Italie: Luigi di Maio, le visage modéré et flexible du M5S

Luigi Di Maio, chef de file du Mouvement Cinq Etoiles (M5S, antisystème), représente à 31 ans le visage modéré de ce parti contestataire qu'il a conduit au pouvoir en Italie, au prix d'une alliance avec l'extrême droite.

En quelques mois de campagne électorale cet hiver, ce Napolitain lisse, au costume toujours impeccable, est parvenu à faire oublier les vociférations légendaires du fondateur du mouvement, le comique Beppe Grillo.

A presque 70 ans, ce dernier a manifesté son désir de prendre ses distances avec un M5S devenu "mature" en lançant un nouveau blog et en retournant sur les planches, où il avait mûri l'idée d'un mouvement basé sur la démocratie participative directe.

Sans vraiment laisser les clés, il a cédé le devant de la scène politique à Luigi Di Maio, désigné en septembre 2017 pour mener la campagne des législatives après un vote en ligne des militants où il a obtenu 82% des voix).

C'est donc le fringant dauphin qui, pendant une campagne où il a sillonné la péninsule, a essuyé les coups de ses expérimentés adversaires: de Silvio Berlusconi (droite) à Matteo Renzi (centre gauche) en passant par son nouvel allié Matteo Salvini, le patron de la Ligue (extrême droite).

Souvent taxé par ses opposants d'inexpérience, voire d'incompétence, en raison de son jeune âge et d'un CV plutôt mince, il a pourtant rassemblé sur son nom quelque 11 millions d'électeurs, soit plus de 32% des voix, et fait du M5S le premier parti de la péninsule.

"Il est très populaire parmi les militants et sa force consiste dans le fait d'être complètement différent de Beppe Grillo, aussi bien dans sa communication que dans son apparence", explique à l'AFP Alberto Castelvecchi, professeur de communication à l'université Luiss de Rome.

- Le plus jeune -

Entré au mouvement en 2007, le jeune homme en a rapidement gravi les échelons jusqu'à parvenir au sommet, en moins de dix ans.

Après un échec aux municipales de 2010 dans sa ville natale de Campanie, il devient député et vice-président de l'assemblée en 2013 - il est le plus jeune à avoir occupé ce poste dans l'histoire de la République - avant de s'imposer comme le leader politique incontesté du M5S.
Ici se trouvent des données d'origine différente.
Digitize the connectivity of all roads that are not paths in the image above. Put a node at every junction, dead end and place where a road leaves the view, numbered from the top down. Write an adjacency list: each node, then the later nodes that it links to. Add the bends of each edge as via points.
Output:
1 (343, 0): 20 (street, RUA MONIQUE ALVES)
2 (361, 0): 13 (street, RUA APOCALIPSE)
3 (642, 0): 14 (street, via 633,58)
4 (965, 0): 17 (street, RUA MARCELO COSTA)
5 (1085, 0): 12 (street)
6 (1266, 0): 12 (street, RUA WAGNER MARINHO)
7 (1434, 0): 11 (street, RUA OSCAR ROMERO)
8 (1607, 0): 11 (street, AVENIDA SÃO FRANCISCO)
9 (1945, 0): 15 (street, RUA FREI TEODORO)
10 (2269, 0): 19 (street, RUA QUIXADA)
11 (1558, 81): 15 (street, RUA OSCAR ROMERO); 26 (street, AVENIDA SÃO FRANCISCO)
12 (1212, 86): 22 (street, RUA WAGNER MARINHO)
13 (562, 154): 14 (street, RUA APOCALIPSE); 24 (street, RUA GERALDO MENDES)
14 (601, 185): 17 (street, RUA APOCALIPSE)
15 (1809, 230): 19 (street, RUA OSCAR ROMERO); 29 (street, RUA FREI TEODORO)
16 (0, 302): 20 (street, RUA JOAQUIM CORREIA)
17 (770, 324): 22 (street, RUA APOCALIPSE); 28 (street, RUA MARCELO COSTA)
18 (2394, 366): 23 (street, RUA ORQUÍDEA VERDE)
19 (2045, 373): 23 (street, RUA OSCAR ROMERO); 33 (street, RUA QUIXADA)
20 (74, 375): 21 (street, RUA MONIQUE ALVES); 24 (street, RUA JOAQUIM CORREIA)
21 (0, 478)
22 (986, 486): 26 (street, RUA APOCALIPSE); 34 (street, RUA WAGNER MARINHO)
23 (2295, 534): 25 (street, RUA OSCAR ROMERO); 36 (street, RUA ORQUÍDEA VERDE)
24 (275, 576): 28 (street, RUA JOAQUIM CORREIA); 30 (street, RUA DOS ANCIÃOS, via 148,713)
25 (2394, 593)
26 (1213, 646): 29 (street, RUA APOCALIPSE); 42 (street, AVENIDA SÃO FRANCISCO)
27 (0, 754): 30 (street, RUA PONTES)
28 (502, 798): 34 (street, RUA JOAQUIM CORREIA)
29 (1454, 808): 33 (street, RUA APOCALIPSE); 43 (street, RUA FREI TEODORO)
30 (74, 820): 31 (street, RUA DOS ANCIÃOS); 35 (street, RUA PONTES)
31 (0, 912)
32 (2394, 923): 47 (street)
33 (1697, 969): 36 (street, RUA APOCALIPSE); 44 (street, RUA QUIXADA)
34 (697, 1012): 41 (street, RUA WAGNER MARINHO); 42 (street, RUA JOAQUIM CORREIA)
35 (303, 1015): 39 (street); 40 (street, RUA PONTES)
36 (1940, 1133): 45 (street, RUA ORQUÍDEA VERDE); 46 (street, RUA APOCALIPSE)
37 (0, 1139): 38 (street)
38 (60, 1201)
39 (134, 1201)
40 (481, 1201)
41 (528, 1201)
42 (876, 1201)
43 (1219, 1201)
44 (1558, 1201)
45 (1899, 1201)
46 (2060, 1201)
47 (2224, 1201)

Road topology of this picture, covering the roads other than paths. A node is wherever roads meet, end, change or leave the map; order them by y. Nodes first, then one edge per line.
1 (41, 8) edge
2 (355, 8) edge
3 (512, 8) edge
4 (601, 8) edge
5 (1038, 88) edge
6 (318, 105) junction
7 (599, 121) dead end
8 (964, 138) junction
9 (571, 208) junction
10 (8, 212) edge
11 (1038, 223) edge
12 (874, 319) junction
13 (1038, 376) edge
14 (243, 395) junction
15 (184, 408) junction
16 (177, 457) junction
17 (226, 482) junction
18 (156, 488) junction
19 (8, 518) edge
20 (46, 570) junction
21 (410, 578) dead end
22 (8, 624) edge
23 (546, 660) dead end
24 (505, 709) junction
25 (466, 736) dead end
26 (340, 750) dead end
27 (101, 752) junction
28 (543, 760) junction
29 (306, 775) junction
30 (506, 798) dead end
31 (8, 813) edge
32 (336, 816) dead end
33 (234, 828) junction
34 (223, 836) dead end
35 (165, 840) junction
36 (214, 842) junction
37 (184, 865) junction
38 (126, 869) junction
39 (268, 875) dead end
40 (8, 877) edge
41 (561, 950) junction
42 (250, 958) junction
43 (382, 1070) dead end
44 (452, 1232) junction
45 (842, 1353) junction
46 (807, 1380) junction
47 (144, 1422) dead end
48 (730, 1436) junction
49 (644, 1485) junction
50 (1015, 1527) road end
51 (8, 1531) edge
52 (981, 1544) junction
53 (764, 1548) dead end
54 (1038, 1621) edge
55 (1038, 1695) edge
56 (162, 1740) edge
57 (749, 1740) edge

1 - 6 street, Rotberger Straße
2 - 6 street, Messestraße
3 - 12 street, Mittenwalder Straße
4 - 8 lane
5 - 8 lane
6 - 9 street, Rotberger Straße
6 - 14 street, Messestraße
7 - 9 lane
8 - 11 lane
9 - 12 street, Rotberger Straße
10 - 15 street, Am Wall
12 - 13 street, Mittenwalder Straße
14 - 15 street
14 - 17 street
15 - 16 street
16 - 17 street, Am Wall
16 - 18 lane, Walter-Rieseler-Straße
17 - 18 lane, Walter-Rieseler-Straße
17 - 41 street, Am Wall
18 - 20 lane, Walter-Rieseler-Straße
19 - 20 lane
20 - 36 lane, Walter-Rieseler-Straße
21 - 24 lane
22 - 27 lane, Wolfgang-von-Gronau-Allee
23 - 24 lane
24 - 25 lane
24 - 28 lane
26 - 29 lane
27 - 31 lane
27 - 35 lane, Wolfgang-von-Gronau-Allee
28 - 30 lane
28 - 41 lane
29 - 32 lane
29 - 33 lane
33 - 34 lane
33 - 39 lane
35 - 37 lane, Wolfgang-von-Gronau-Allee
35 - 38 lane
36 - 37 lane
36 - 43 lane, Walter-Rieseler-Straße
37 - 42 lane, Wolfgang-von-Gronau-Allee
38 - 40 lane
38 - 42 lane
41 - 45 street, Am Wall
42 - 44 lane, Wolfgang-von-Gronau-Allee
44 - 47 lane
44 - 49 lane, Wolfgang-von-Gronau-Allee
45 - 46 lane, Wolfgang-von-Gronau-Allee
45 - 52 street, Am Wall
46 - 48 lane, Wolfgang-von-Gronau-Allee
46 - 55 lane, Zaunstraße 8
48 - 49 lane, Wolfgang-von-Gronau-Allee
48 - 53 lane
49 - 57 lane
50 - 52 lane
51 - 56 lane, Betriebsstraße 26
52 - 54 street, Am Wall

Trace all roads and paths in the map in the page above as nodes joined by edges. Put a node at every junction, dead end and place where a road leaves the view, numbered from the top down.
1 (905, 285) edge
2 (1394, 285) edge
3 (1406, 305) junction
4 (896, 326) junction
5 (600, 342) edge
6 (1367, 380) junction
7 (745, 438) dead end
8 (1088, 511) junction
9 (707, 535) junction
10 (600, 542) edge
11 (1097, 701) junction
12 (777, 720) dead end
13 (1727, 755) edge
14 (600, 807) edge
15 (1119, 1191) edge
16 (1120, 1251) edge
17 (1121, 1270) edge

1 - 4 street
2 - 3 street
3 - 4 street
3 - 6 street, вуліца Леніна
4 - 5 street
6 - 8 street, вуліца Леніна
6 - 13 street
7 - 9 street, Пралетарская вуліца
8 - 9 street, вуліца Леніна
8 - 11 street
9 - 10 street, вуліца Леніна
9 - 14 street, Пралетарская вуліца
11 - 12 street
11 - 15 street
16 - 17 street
"Di Maio a été créé pour être modéré, rassurant pour les mamans", écrit le journaliste Jacopo Iacoboni dans un livre sur le jeune leader qu'il définit comme "une créature totale de la Casaleggio Associati", la société de conseil informatique qui gère le site internet et l'activité du M5S.

Fils d'un ex-dirigeant du Mouvement social italien, parti néo-fasciste aujourd'hui dissous, Luigi Di Maio réfute le terme de populiste, qu'il juge péjoratif pour qualifier le M5S, et assure ne pas vouloir d'une Italie extrémiste ou anti-européenne.

Doté d'un calme à toute épreuve, selon ses collaborateurs, il est aussi celui qui aura assagi la doctrine du M55 sur la sortie de l'euro ou sur les alliances avec d'autres partis.

Alors qu'il a construit une bonne part de sa popularité sur le refus de tels accords, il a tendu la main après les élections aussi bien au Parti démocrate (centre gauche), qu'il avait longtemps décrié, et qui a refusé de la saisir, qu'à la Ligue, avec laquelle la synthèse a cependant été délicate.

Happé très jeune par la politique, Luigi Di Maio a entamé des études de droit, sans les mener à leur terme. Quant à ses expériences professionnelles, elles se limitent à avoir été brièvement administrateur d'un site web, assistant réalisateur et stadier.

Ce qui fait dire à ses détracteurs qu'il n'est que la marionnette de Beppe Grillo et n'est pas intellectuellement armé pour faire partie de la direction de la troisième économie de la zone euro.

Ce à quoi il répond: "Le chancelier autrichien a mon âge, le président français 40 ans. L'heure est aux jeunes".